Software & Data Management
Controlled via Gigahertz Optik’s BTS256 Control Software (Windows/macOS/Linux), the instrument supports raw spectral data export (ASCII, CSV, JPK), flicker waveform visualization (time-domain + FFT), and automated report generation compliant with IES LM-79-19 Annex L and CIE 025/E:2015. The software implements full audit trail logging, user role management, and calibration history tracking. Raw spectral datasets are compatible with MATLAB, Python (via provided SDK), and industry tools including LightTools and TracePro for optical system validation.
Applications
- LED driver design validation: Quantification of PWM-induced flicker, current ripple coupling, and thermal drift in constant-current drivers
- Horticultural lighting certification: PAR mapping, phytochrome photostationary state (PSS) calculation, and spectral stability monitoring under thermal load
- Automotive interior/exterior lighting: ECE R149 and SAE J1383-compliant flicker testing for adaptive driving beams and cabin ambient systems
- Medical and circadian lighting R&D: Melanopic EDI (Equivalent Daylight Illuminance) and α-opic irradiance modeling per CIE S 026
- Energy efficiency labeling: Pre-compliance testing for EU Ecodesign Regulation (EU) 2019/2020 and DLC Premium v5.1 flicker thresholds
- Display backlight characterization: Temporal uniformity analysis for mini-LED and micro-LED backlit LCDs and direct-view panels
FAQ
Is the BTS256-EF calibrated to NIST-traceable standards?

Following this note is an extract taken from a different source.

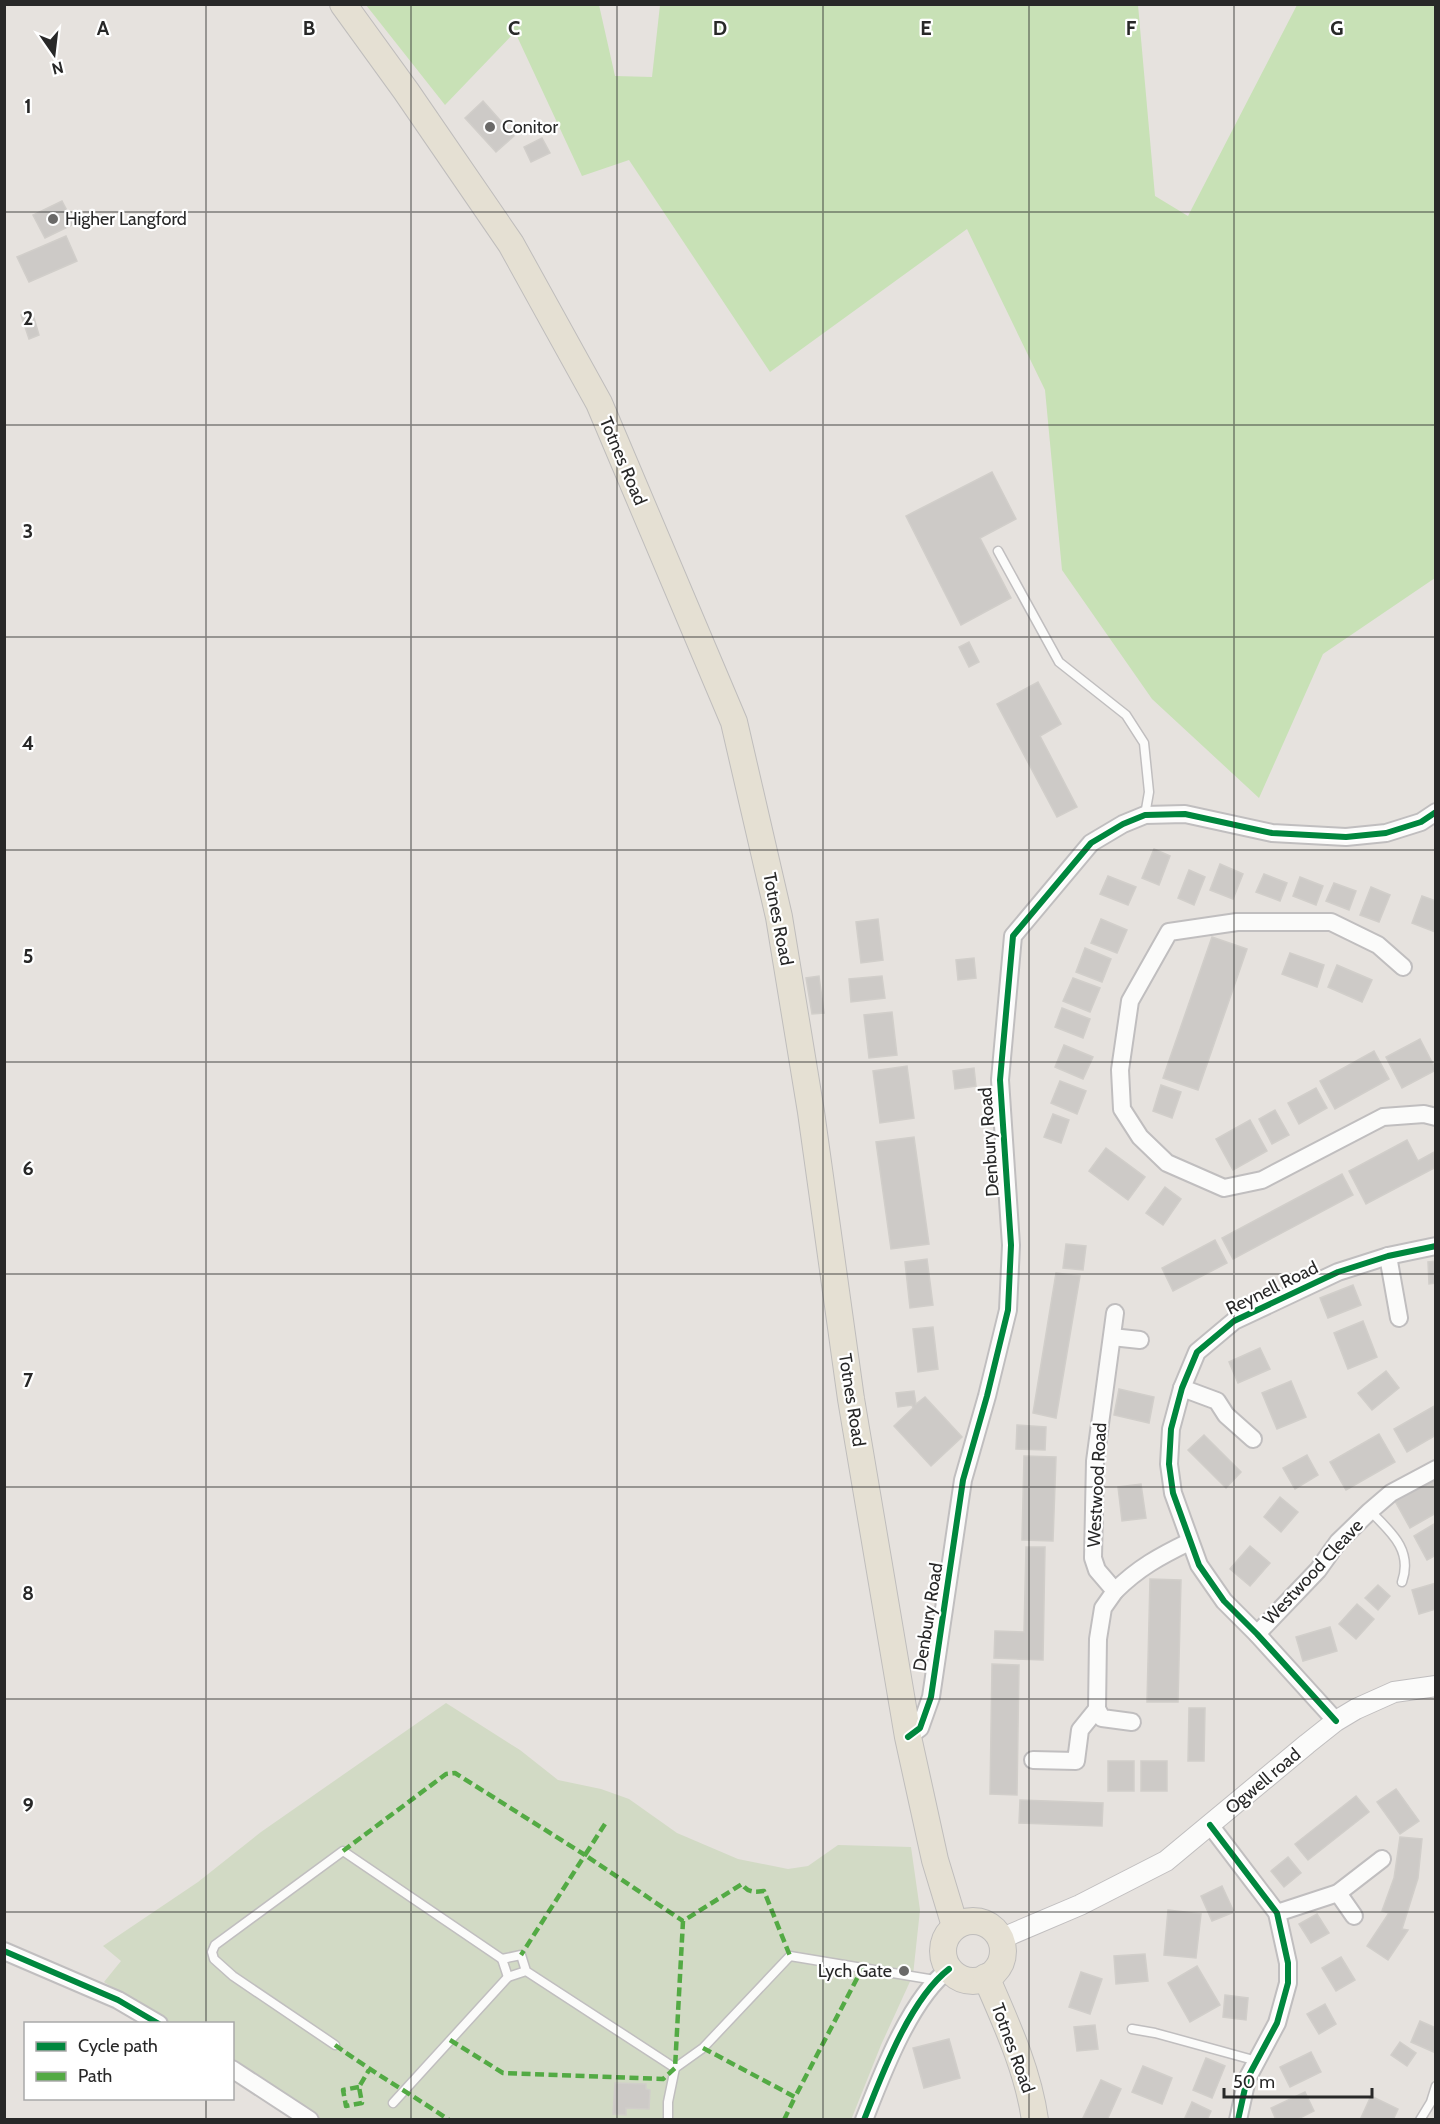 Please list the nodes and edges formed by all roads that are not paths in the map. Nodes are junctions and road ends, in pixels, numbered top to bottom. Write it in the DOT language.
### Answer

Yes—each unit ships with a factory calibration certificate referencing NIST SRM 2020, 2021, and 2030, with full uncertainty budget per ISO/IEC 17025:2017.

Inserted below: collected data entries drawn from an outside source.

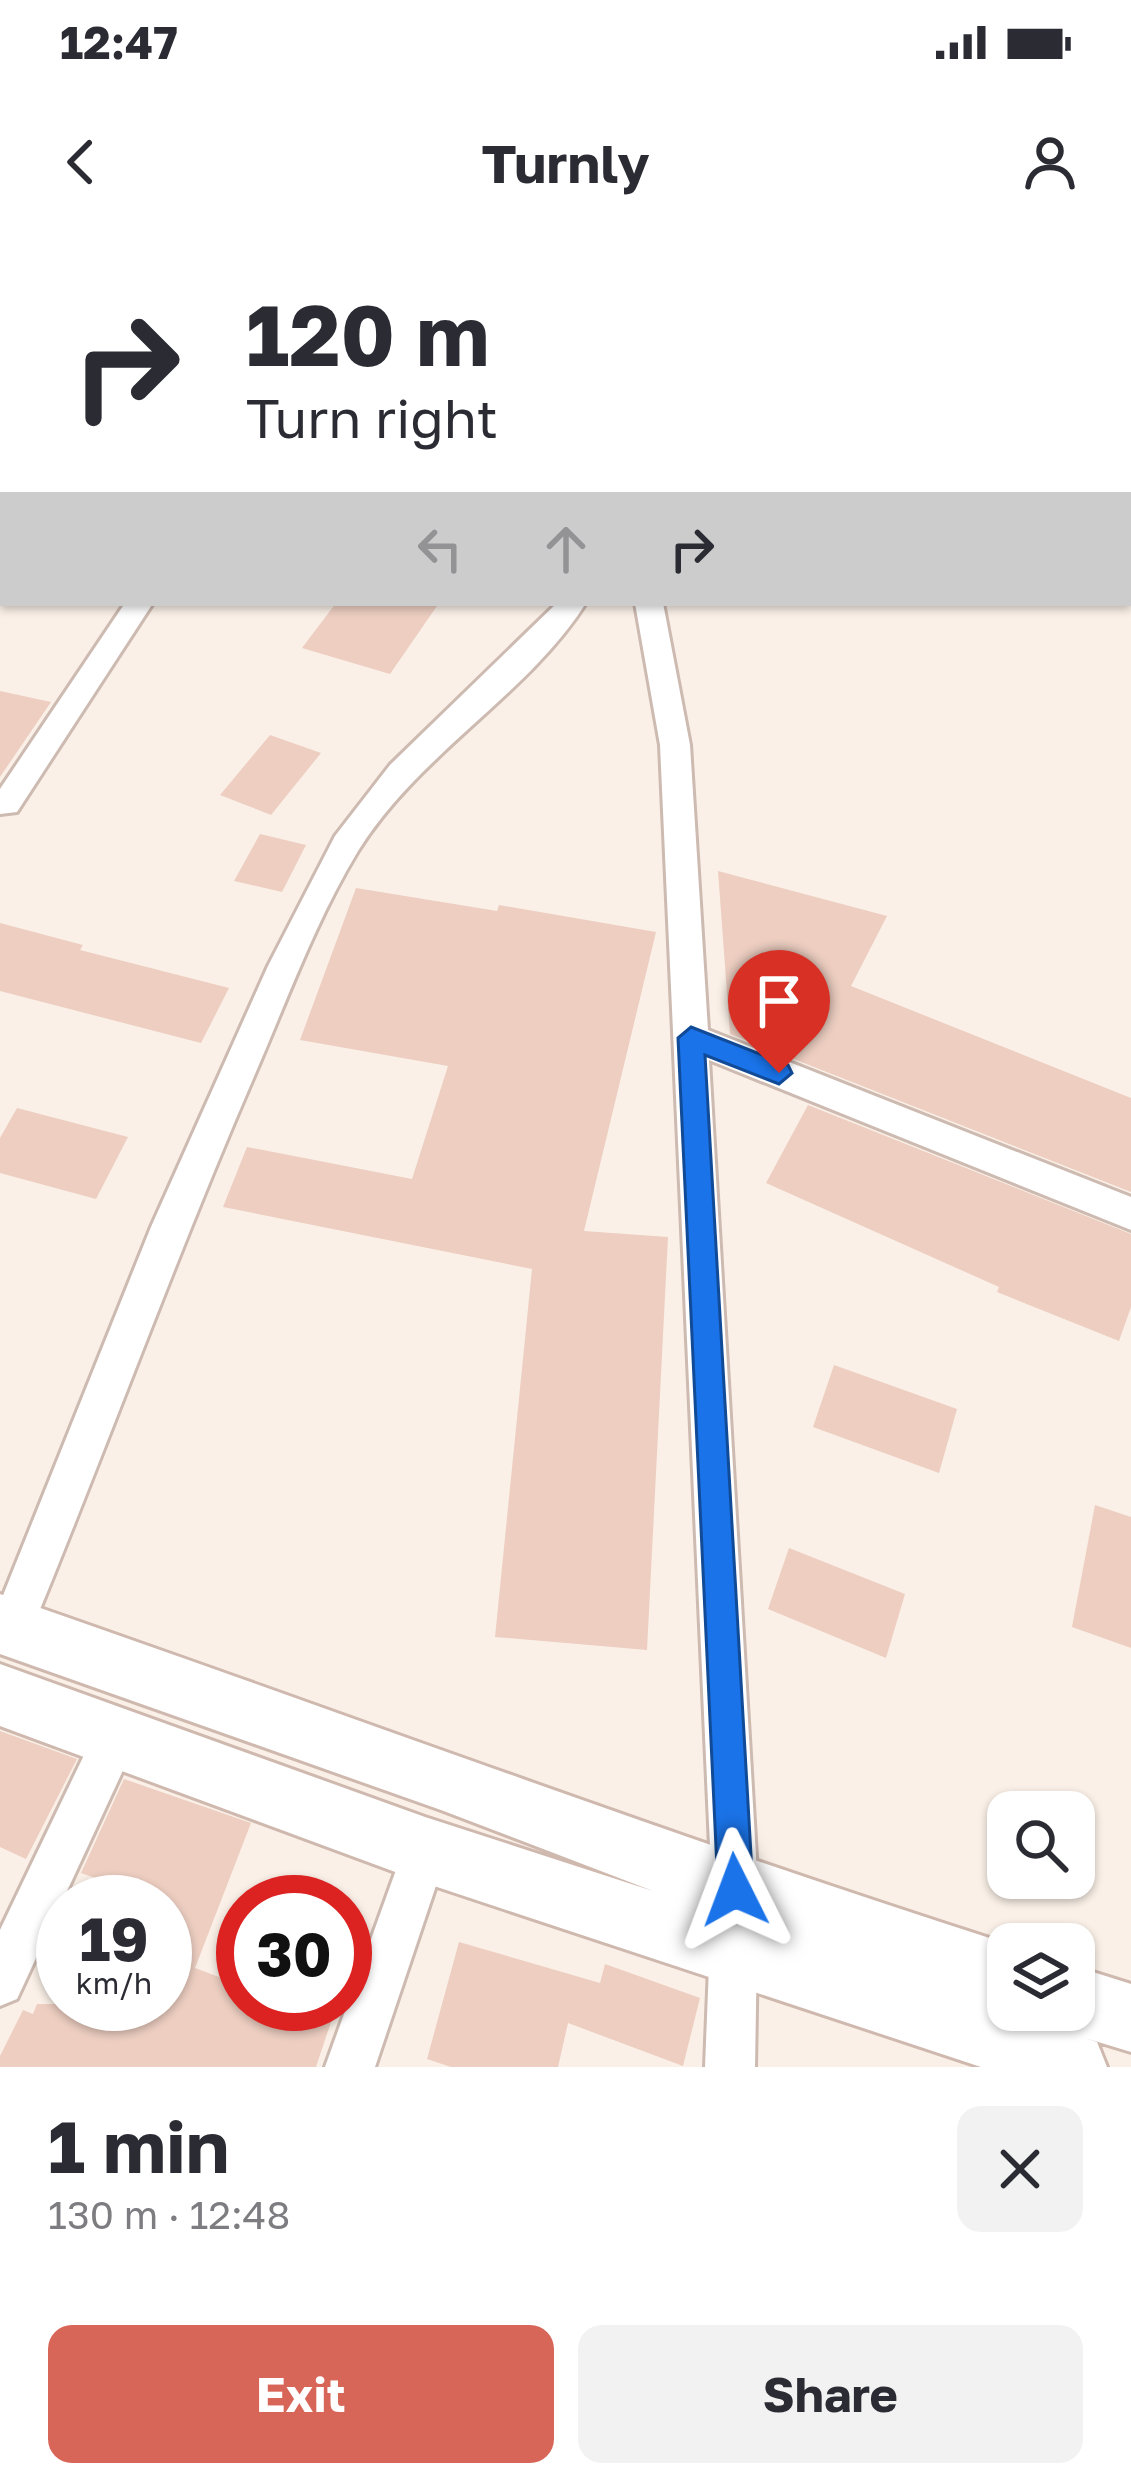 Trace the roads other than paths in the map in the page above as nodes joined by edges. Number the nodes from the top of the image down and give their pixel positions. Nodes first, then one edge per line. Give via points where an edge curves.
1 (137, 606) edge
2 (570, 606) edge
3 (650, 606) edge
4 (6, 804) dead end
5 (691, 1038) junction
6 (1131, 1214) edge
7 (6, 1625) edge
8 (0, 1695) edge
9 (115, 1740) junction
10 (425, 1850) junction
11 (734, 1921) junction
12 (987, 1974) edge
13 (0, 1982) edge
14 (1095, 2007) edge
15 (1131, 2018) edge
16 (350, 2067) edge
17 (730, 2067) edge
18 (1072, 2067) edge

1 - 4 street
2 - 7 street via 401,772 346,844 170,1227
3 - 5 street via 675,745
5 - 6 street
5 - 11 street
7 - 11 street via 441,1778
8 - 9 street
9 - 10 street
9 - 13 street
10 - 11 street
10 - 16 street
11 - 12 street
11 - 17 street
11 - 18 street
14 - 15 street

Can it measure flicker from pulsed laser illumination?
No—the BTS256-EF is optimized for broadband incoherent sources (LEDs, fluorescents, incandescents); coherent or nanosecond-pulsed lasers require dedicated photodetector systems with GHz bandwidth.
Does it support automated pass/fail testing per IEEE 1789-2015?
Yes—software includes configurable thresholds for Percent Flicker, Flicker Index, SVM (Stroboscopic Visibility Measure), and frequency-weighted PstLM metrics with exportable compliance reports.
How often is recalibration recommended?
Annually under normal lab conditions; every 6 months for production-line QA environments or after mechanical shock exposure.
Is spectral data usable for optical simulation inputs?
Yes—exported .spc files contain absolute spectral irradiance (W/m²/nm) with CIE 1931 color matching functions applied, directly importable into Zemax, FRED, and ASAP for source modeling.